4. The piston pump of claim 3, wherein the magnet-driving device is configured to cause the coordinated reciprocating and rotational motions of the magnet, and thus of the piston, in the bore.

5. The piston pump of claim 4, wherein:

the magnet-driving device comprises a stator assembly comprising at least two stator portions each comprising at least two windings; and

the stator portions are situated coaxially outside the magnet cup at respective locations along the axis so as magnetically to engage the magnet and to cause, when the stator portions and their respective windings are energized in a coordinated manner, the corresponding coordinated reciprocating and rotational motions of the piston and magnet in the bore.

6. The piston pump of claim 5, wherein each of the stator portions comprises at least one respective shaded pole.

7. The piston pump of claim 3, wherein the magnet cup is sealed to the housing by a static seal.

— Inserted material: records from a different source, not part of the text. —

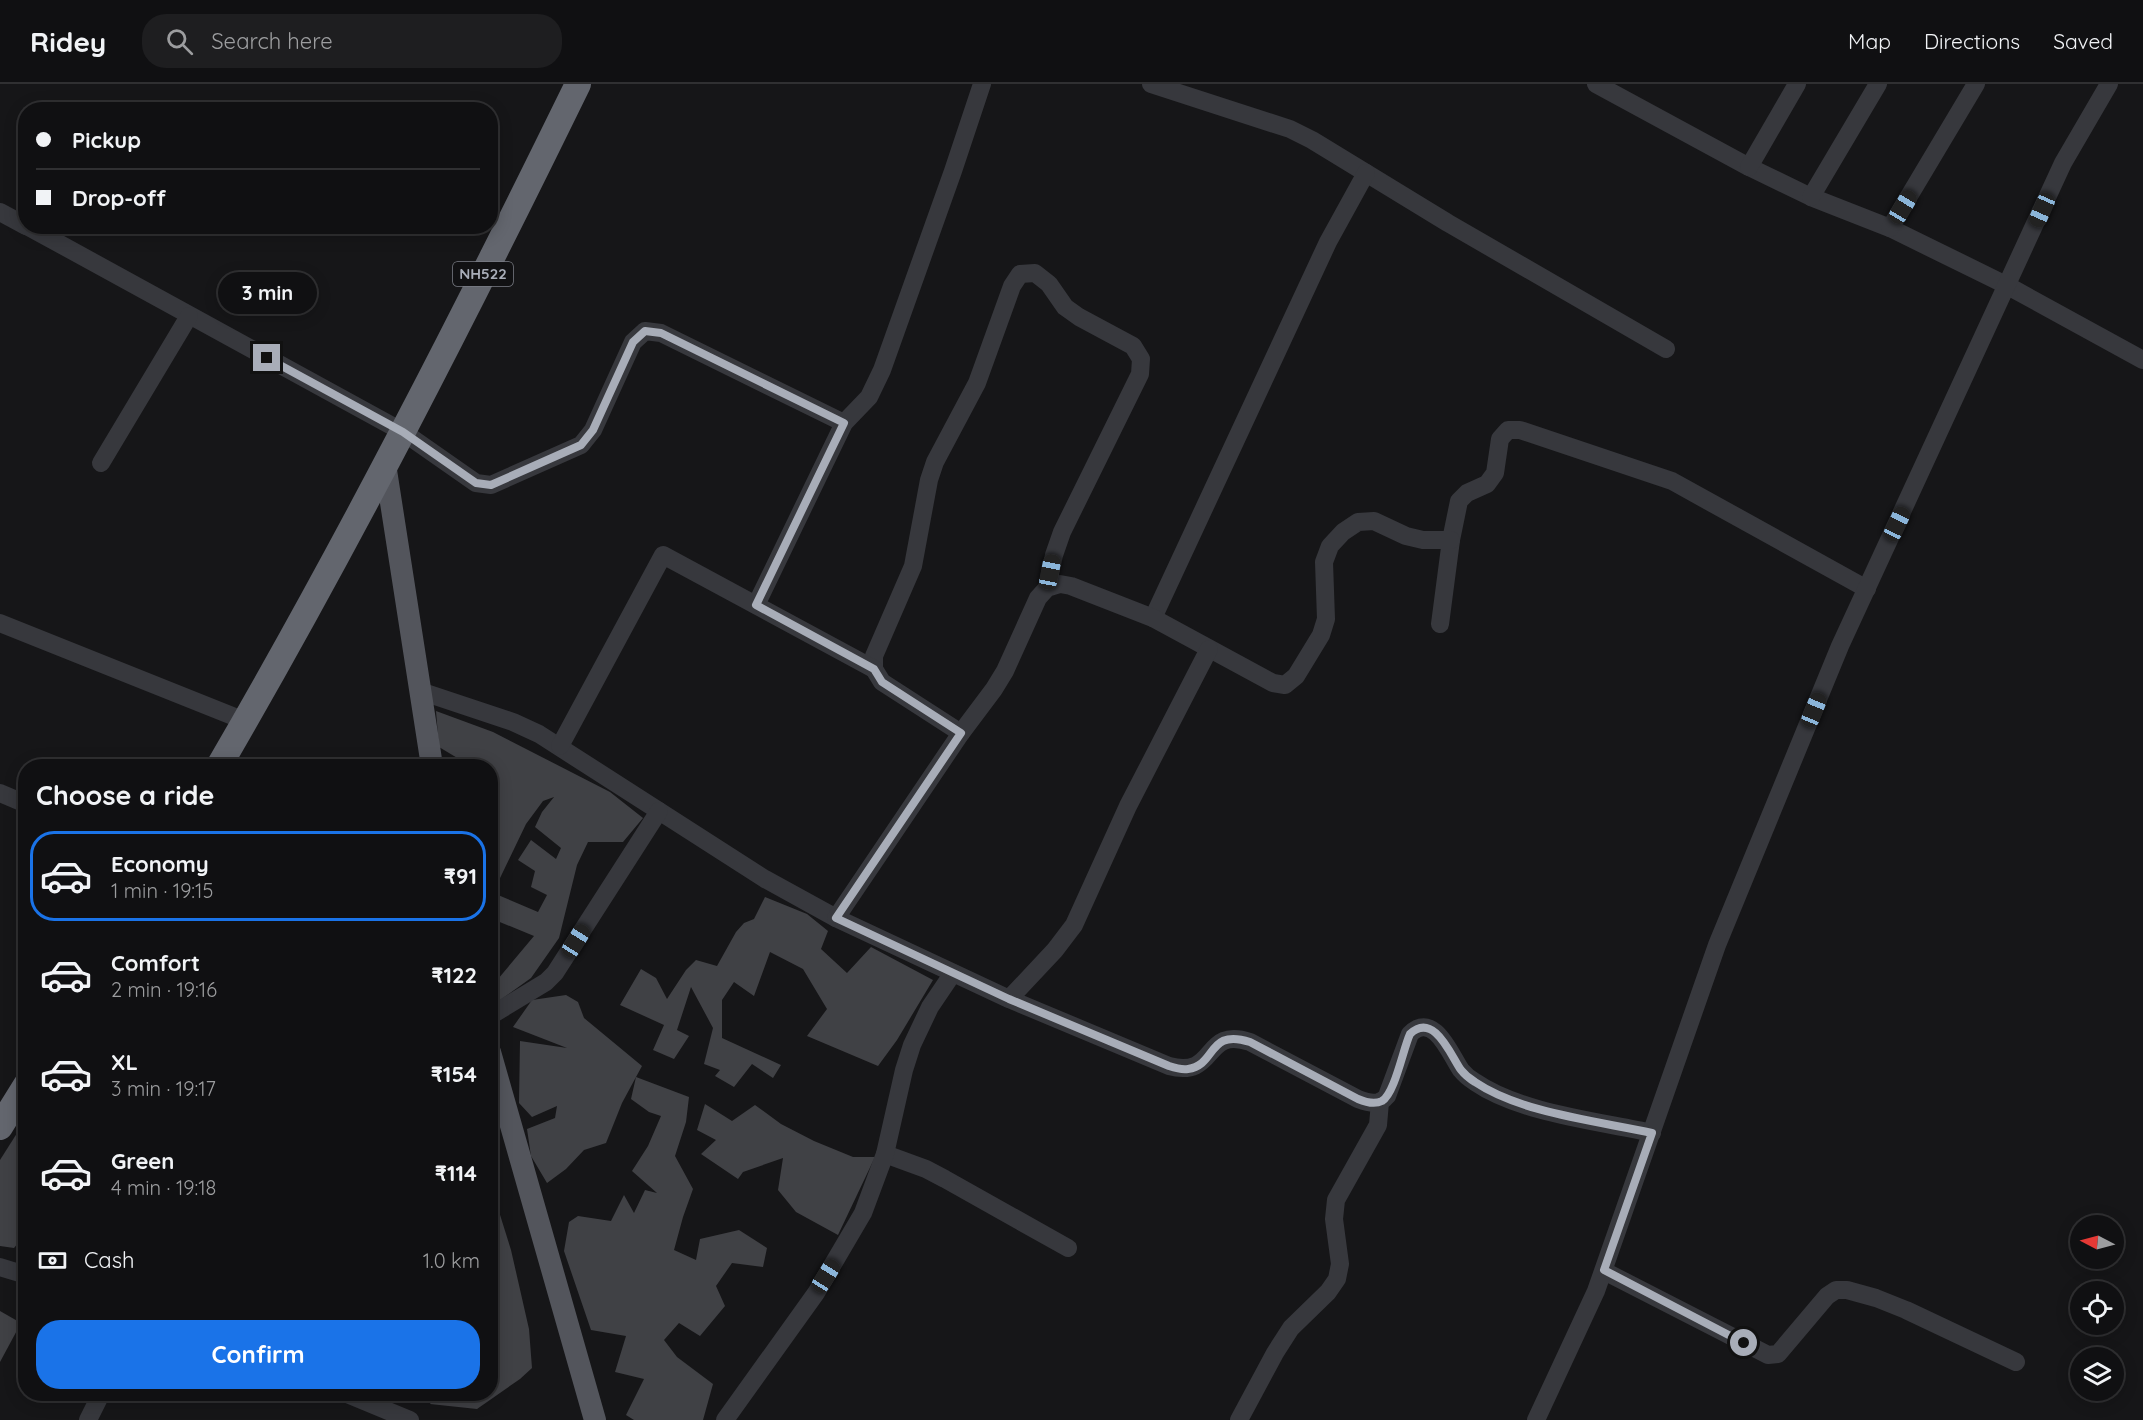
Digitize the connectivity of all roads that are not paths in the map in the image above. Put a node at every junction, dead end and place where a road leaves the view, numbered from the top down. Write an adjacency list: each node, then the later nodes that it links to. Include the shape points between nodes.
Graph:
1 (578, 84): 21 (highway, NH522)
2 (982, 84): 20 (street, via 882,370 869,397)
3 (1151, 84): 10 (street, via 1290,129)
4 (1596, 84): 9 (street)
5 (1797, 84): 9 (street)
6 (1878, 84): 11 (street)
7 (1976, 84): 14 (street)
8 (2109, 84): 16 (street, via 2063,163)
9 (1749, 167): 11 (street)
10 (1366, 173): 18 (street); 28 (street, via 1323,252)
11 (1811, 197): 14 (street)
12 (0, 212): 13 (street)
13 (18, 222)
14 (1890, 228): 16 (street)
15 (40, 234): 17 (street)
16 (2008, 286): 19 (street); 26 (street)
17 (189, 316): 21 (street); 22 (street)
18 (1666, 349)
19 (2143, 360)
20 (844, 423): 21 (street, via 661,333 645,331 633,342 593,430 581,445 491,485 476,483); 27 (street)
21 (403, 432): 23 (highway, NH522)
22 (101, 462)
23 (385, 464): 33 (main road); 34 (highway, NH522)
24 (1451, 540): 26 (street, via 1459,501 1487,484 1495,473 1500,439 1508,430 1520,430 1672,481); 30 (street); 31 (street, via 1406,536 1374,521 1358,522 1343,531 1330,546 1324,562 1326,619 1321,635 1296,676 1285,685 1273,683)
25 (1047, 588): 28 (street, via 1071,586); 32 (street, via 1062,532 1140,374 1141,359 1132,346 1065,307 1049,284 1035,273 1020,274 1012,286 977,383 935,462 913,566 874,656); 35 (street, via 1038,598 1005,671)
26 (1867, 589): 50 (street, via 1717,945)
27 (756, 605): 32 (street); 36 (street, via 663,555)
28 (1153, 618): 31 (street)
29 (0, 623): 34 (street)
30 (1440, 624)
31 (1209, 648): 44 (street, via 1128,806 1074,925)
32 (874, 669): 35 (street, via 882,682)
33 (420, 691): 36 (street, via 513,722); 38 (main road)
34 (245, 721): 37 (highway, NH522)
35 (961, 733): 42 (street)
36 (560, 746): 41 (street)
37 (223, 759)
38 (431, 759)
39 (0, 793): 40 (street)
40 (18, 801)
41 (658, 811): 42 (street, via 765,879); 45 (street, via 555,973)
42 (836, 918): 43 (street)
43 (953, 973): 44 (street); 51 (street, via 930,1007 912,1045)
44 (1009, 999): 48 (street, via 1179,1069 1197,1066 1224,1039 1241,1039 1358,1099)
45 (498, 1011)
46 (498, 1089): 61 (main road)
47 (18, 1098): 49 (highway)
48 (1380, 1102): 50 (street, via 1391,1087 1410,1034 1425,1028 1443,1039 1470,1080 1490,1091 1547,1111); 63 (street, via 1378,1125 1336,1200 1334,1219 1340,1264 1337,1280 1291,1328)
49 (0, 1127)
50 (1652, 1133): 54 (street)
51 (885, 1154): 52 (street, via 926,1169); 62 (street, via 863,1213 847,1242 816,1293)
52 (1068, 1248)
53 (0, 1267): 55 (street)
54 (1604, 1270): 56 (street, via 1768,1355 1778,1354 1827,1296 1836,1290 1847,1290 1892,1303); 64 (street, via 1588,1313)
55 (18, 1273)
56 (2016, 1362)
57 (97, 1401): 59 (street)
58 (363, 1401): 60 (street)
59 (88, 1420)
60 (410, 1420)
61 (595, 1420)
62 (725, 1420)
63 (1239, 1420)
64 (1536, 1420)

8. The piston pump of claim 3, wherein the magnet is axially mounted to the piston.

9. The piston pump of claim 3, wherein:

the bore and piston are cylindrical; and

the piston slip-fits in the bore.

10. The piston pump of claim 3, wherein the bore of the housing is contiguous with the bore of the magnet cup along the axis.

11. The piston pump of claim 3, wherein:

the piston has a proximal end and a distal end;

the proximal end is coupled to the magnet; and

the distal end is configured to open and close the inlet and outlet ports in an alternating manner in synchrony with the intake and discharge strokes.

12. The piston pump of claim 3, further comprising means for limiting an axial stroke length of the piston.

13. A piston pump, comprising:

housing means for defining a sealed bore having a bore axis and for defining an inlet into the bore and an outlet from the bore;

piston means, situated in the bore in a manner allowing movement in a reciprocating manner along the bore axis and in a rotational manner about the bore axis, for producing with such movements a coordinated positive-displacement pumping action that moves fluid into the bore via the inlet and delivers fluid from the bore via the outlet;

driven-magnet means, coupled to the piston means in the bore, for imparting the movements to the piston means in the bore; and

magnet-driving means, located outside the bore and being magnetically coupled to the driven-magnet means, for imparting the movements to the driven-magnet means and hence to the piston means in the bore, to produce the coordinated positive-displacement pumping action.

14. The piston pump of claim 13, wherein said magnet-driving means comprises stator means located outside the housing means coaxially with the bore axis.

15. The piston pump of claim 14, wherein said stator means comprises shaded-pole means for achieving consistent rotational direction of the piston about the bore axis.

16. The piston pump of claim 13, further comprising means for limiting a stroke length of the piston along the bore axis in the housing means.

17. A method for moving fluid, comprising:

magnetically coupling a piston, located and movable within a sealed bore defined by a sealed pump housing assembly, to a magnetic field produced outside the bore, the magnetic field being changeable to impart corresponding motions to the piston in a coordinated manner about and along a longitudinal axis of the bore;

changing the magnetic field as appropriate to move the piston in the bore about the axis so as to open an inlet into the bore;

changing the magnetic field as appropriate to move the piston in the bore along the axis so as to draw fluid into the bore via the inlet;

changing the magnetic field as appropriate to move the piston in the bore about the axis so as to close the inlet and open an outlet from the bore; and

changing the magnetic field as appropriate to move the piston in the bore along the axis so as to expel fluid from the bore via the outlet.

18. The method of claim 17, wherein magnetically coupling the piston to the changeable magnetic field outside the bore comprises:

attaching the piston to a magnet in the bore; and

magnetically coupling the magnet to the changeable magnetic field outside the bore.

19. The method of claim 18, wherein the magnet is coupled to a changeable magnetic field produced by a stator assembly arranged along the axis outside the bore.